| DATA SHOWN |
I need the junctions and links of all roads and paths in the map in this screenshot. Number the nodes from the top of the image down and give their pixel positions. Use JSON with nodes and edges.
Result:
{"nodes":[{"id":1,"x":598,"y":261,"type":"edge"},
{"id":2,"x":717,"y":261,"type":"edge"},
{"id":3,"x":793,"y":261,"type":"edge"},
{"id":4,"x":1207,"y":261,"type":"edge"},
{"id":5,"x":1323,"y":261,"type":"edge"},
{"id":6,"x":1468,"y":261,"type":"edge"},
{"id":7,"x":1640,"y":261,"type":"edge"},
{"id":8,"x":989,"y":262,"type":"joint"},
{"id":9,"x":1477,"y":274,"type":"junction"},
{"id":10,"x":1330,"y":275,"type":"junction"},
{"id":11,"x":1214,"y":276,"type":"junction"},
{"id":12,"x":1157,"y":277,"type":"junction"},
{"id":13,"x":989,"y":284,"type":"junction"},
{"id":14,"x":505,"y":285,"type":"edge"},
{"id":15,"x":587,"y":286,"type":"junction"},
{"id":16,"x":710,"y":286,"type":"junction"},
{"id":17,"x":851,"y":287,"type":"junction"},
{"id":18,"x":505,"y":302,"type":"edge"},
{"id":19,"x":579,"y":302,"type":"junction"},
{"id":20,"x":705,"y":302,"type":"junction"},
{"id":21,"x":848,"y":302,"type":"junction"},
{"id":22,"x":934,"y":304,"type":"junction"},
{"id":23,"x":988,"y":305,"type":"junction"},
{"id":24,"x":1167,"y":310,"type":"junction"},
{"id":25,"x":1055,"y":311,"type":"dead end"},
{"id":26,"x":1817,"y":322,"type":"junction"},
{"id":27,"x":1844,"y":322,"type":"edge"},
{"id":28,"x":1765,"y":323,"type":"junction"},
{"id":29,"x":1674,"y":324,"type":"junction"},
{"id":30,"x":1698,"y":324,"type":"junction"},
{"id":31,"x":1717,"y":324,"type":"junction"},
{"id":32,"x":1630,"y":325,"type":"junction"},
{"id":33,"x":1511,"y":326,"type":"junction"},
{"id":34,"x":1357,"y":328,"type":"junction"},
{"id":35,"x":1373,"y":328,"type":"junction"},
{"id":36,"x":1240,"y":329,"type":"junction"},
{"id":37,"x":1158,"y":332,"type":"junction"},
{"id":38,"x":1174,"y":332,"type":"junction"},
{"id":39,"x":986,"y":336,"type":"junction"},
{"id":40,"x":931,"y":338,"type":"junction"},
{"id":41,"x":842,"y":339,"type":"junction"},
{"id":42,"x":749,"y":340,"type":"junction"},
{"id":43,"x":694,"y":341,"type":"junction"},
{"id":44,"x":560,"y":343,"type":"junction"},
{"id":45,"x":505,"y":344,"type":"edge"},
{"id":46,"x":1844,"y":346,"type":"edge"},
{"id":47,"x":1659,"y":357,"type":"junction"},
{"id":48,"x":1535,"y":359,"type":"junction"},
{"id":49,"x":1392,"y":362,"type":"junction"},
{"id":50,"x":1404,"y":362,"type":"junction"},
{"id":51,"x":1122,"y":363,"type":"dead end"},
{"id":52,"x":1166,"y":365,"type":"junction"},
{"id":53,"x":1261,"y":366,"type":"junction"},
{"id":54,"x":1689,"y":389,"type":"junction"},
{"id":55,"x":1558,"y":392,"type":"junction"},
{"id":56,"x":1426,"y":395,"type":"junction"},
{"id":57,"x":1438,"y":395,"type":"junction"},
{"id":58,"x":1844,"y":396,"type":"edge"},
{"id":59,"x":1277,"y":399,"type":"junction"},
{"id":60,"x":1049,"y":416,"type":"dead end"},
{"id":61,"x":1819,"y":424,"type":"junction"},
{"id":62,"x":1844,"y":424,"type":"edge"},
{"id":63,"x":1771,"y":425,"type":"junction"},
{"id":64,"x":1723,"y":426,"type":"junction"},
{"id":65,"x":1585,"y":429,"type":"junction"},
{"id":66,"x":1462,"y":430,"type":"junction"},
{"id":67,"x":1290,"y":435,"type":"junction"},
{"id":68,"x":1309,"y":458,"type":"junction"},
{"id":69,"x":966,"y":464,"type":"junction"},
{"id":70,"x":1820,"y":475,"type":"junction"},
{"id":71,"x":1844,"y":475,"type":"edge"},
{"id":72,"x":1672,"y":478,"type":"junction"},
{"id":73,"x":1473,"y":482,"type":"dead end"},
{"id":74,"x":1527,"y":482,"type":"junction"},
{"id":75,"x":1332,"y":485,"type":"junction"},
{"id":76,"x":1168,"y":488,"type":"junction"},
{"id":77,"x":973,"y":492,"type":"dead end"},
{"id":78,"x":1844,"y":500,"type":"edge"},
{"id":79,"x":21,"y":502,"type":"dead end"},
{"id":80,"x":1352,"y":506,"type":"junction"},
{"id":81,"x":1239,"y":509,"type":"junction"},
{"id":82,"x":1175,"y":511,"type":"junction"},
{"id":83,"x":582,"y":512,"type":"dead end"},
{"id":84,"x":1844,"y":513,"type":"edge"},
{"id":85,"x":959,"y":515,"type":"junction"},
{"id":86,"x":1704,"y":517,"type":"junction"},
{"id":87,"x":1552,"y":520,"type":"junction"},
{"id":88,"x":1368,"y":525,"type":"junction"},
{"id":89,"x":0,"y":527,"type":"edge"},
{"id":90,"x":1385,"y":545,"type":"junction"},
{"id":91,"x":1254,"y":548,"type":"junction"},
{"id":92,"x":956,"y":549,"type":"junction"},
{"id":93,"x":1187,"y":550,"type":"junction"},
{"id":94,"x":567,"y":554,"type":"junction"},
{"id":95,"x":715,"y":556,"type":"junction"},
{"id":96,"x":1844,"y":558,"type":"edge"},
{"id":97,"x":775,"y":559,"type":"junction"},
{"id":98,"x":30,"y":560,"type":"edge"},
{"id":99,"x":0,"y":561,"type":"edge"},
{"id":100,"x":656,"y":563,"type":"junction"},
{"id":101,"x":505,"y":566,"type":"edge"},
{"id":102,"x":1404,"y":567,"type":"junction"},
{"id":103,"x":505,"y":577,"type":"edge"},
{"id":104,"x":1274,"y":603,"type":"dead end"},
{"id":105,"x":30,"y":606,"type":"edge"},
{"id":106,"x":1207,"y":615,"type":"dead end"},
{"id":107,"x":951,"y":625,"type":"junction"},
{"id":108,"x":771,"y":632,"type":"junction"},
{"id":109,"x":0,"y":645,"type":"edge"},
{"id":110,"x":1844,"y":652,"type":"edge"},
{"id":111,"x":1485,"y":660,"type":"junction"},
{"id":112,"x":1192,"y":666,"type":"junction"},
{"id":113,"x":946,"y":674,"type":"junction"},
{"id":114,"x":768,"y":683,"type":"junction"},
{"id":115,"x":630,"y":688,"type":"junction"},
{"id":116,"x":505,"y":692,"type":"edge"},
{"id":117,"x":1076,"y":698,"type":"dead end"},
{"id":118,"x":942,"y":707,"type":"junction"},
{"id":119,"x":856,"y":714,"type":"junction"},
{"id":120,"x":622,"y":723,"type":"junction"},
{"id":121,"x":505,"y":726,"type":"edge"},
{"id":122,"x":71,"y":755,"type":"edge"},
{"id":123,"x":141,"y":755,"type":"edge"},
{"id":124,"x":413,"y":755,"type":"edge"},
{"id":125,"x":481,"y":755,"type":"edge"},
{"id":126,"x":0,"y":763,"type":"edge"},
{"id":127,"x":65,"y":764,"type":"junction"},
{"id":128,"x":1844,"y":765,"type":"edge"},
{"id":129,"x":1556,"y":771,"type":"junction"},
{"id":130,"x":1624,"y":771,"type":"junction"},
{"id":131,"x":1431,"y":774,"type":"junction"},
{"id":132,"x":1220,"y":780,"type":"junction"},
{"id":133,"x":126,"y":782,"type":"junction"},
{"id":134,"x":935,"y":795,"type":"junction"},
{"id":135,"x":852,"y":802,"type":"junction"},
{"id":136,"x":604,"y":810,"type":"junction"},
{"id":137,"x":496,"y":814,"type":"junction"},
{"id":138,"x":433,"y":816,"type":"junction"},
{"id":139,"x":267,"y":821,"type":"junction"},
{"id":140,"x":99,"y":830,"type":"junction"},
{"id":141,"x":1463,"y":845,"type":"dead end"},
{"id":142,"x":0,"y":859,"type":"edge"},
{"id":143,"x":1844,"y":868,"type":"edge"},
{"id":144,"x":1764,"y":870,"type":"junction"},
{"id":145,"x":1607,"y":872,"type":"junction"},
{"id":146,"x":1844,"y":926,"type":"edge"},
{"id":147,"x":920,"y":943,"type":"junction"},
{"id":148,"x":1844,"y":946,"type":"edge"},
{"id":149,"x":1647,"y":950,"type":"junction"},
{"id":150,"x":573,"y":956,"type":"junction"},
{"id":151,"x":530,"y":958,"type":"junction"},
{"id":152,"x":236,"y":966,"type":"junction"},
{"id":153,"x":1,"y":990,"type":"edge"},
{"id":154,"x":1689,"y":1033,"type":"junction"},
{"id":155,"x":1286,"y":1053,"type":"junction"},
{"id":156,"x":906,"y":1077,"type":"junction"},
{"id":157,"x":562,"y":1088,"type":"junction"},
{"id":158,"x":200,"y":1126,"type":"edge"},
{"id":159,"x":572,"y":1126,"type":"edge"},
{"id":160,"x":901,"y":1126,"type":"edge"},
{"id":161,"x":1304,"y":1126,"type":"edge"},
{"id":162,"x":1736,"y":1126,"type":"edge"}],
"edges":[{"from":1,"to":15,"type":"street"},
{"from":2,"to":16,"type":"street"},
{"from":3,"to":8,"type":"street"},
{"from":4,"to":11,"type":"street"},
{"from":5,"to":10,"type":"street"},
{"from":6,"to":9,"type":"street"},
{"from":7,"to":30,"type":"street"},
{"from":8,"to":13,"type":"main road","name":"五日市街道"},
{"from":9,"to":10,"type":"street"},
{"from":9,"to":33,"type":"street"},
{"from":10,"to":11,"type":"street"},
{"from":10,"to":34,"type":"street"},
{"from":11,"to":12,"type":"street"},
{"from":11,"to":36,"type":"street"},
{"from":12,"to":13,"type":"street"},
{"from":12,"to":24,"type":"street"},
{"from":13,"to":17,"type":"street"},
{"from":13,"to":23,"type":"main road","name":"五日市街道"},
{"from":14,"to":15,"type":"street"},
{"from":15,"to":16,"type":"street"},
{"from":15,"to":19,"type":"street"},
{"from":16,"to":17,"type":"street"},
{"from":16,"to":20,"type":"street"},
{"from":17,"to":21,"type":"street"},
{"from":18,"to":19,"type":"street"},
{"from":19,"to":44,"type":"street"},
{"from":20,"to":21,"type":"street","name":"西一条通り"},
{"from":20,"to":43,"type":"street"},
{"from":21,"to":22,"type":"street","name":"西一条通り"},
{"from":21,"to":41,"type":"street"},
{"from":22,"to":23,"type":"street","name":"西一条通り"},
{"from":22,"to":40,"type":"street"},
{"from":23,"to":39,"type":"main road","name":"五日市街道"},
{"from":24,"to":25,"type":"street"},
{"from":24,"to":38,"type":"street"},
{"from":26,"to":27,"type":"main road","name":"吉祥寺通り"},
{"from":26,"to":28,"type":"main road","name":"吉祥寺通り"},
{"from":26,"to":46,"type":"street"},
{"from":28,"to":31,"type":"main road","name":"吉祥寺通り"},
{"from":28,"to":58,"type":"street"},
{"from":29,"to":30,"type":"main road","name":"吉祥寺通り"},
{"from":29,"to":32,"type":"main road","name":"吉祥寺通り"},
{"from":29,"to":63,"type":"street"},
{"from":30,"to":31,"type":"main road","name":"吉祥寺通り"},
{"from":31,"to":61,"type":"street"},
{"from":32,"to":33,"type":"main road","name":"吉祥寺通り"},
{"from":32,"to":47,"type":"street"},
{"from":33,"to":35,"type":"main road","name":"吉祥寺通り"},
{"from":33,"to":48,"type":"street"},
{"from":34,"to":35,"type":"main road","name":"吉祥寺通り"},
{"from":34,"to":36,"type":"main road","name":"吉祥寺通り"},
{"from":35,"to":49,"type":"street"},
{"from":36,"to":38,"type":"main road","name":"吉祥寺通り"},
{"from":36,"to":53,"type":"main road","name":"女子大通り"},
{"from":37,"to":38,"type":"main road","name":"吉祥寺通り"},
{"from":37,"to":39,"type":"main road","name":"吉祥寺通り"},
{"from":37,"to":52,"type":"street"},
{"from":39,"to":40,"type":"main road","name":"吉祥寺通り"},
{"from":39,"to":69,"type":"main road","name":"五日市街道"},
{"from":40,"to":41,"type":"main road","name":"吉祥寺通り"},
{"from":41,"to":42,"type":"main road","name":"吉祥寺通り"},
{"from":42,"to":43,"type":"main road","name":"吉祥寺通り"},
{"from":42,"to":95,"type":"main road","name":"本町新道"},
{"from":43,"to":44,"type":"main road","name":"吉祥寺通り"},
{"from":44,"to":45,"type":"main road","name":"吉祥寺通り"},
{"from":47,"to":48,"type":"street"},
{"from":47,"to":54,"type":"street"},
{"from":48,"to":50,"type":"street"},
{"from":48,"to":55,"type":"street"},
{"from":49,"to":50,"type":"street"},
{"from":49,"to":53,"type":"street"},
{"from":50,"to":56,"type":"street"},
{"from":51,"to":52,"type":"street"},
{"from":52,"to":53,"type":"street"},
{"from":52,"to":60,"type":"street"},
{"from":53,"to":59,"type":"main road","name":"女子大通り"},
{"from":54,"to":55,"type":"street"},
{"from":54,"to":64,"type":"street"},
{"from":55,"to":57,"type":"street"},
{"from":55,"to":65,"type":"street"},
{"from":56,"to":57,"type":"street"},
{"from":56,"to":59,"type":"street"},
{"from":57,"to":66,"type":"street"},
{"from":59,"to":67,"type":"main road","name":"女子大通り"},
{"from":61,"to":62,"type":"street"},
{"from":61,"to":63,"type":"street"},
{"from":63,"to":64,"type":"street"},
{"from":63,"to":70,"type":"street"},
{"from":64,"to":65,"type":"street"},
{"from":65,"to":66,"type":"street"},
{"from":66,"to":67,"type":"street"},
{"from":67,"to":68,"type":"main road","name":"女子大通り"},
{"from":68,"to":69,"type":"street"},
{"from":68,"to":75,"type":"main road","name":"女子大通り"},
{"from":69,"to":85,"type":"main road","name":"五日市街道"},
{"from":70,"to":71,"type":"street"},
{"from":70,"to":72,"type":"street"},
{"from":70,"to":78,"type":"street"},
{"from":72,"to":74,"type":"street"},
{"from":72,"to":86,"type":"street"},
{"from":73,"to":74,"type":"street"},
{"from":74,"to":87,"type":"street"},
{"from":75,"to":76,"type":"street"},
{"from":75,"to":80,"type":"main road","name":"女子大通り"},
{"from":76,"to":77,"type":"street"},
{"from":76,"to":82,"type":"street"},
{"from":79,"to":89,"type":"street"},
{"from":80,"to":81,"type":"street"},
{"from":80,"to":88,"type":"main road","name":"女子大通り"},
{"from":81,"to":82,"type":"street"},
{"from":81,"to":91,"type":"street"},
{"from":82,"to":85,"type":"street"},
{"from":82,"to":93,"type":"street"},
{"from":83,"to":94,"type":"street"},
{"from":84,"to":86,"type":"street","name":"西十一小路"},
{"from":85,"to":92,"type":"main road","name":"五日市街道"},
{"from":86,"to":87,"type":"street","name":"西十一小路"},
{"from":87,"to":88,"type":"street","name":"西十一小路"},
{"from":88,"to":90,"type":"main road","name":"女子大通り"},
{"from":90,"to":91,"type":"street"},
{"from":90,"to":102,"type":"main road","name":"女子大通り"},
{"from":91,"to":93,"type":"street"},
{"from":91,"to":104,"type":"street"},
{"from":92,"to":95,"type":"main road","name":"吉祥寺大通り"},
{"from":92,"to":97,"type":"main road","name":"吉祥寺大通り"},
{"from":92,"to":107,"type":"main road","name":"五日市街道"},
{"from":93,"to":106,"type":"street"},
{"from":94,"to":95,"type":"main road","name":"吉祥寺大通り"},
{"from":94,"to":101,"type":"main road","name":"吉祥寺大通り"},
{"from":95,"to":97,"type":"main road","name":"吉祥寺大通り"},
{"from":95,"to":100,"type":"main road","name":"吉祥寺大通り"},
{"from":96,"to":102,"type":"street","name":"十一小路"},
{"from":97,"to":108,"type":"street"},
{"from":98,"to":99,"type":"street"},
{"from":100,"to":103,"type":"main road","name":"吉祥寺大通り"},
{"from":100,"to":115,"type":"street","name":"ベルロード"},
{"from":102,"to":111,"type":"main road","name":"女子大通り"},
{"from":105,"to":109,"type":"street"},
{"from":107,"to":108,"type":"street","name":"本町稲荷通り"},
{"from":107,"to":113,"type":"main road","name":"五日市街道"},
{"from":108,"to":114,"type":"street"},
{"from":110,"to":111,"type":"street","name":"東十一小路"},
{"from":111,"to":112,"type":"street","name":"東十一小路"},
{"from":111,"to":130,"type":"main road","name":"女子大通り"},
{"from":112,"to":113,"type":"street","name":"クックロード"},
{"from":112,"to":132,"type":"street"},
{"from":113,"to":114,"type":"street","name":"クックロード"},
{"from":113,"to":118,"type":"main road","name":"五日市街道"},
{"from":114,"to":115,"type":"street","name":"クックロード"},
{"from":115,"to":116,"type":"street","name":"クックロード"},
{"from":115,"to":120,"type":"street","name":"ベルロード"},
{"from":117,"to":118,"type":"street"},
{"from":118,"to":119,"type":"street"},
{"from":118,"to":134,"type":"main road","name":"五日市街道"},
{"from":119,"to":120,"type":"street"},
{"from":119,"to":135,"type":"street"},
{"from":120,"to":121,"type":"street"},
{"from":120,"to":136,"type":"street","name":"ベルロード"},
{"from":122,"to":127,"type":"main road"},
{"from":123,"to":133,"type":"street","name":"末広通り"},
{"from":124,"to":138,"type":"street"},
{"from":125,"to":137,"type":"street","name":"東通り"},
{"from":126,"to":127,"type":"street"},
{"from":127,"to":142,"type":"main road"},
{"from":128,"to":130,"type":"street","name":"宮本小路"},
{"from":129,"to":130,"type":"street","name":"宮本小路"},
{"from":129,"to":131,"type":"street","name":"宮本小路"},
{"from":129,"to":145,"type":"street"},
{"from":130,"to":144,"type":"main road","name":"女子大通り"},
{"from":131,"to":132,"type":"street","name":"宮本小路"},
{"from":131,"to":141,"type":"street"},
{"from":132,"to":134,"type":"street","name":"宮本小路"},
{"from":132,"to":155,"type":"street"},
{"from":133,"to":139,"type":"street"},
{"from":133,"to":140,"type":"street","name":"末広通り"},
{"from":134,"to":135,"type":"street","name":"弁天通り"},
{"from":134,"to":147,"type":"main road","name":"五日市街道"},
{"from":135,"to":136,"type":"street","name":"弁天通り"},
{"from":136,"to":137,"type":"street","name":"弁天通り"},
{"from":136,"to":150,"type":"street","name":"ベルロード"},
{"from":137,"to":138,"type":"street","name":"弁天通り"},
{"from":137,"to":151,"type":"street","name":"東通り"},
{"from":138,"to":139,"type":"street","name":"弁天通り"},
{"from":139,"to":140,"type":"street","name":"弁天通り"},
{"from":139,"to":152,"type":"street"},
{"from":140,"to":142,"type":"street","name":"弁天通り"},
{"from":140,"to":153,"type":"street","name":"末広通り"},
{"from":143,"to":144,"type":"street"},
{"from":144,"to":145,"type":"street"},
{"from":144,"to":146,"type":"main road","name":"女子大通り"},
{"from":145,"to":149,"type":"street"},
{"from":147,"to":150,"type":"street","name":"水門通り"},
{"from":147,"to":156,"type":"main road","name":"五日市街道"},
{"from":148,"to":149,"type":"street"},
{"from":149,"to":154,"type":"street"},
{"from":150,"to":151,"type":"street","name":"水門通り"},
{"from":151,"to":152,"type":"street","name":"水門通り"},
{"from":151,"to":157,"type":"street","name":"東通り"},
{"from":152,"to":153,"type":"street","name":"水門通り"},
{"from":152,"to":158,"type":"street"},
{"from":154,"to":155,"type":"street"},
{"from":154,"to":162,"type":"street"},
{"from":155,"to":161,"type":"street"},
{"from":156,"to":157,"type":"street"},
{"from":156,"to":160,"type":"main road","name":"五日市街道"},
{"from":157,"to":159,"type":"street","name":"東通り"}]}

| REQUIREMENT |
Look for the string "クックロード" in the listing above and copy every line holding it.

| ANSWER TO THE EXERCISE |
{"from":112,"to":113,"type":"street","name":"クックロード"},
{"from":113,"to":114,"type":"street","name":"クックロード"},
{"from":114,"to":115,"type":"street","name":"クックロード"},
{"from":115,"to":116,"type":"street","name":"クックロード"},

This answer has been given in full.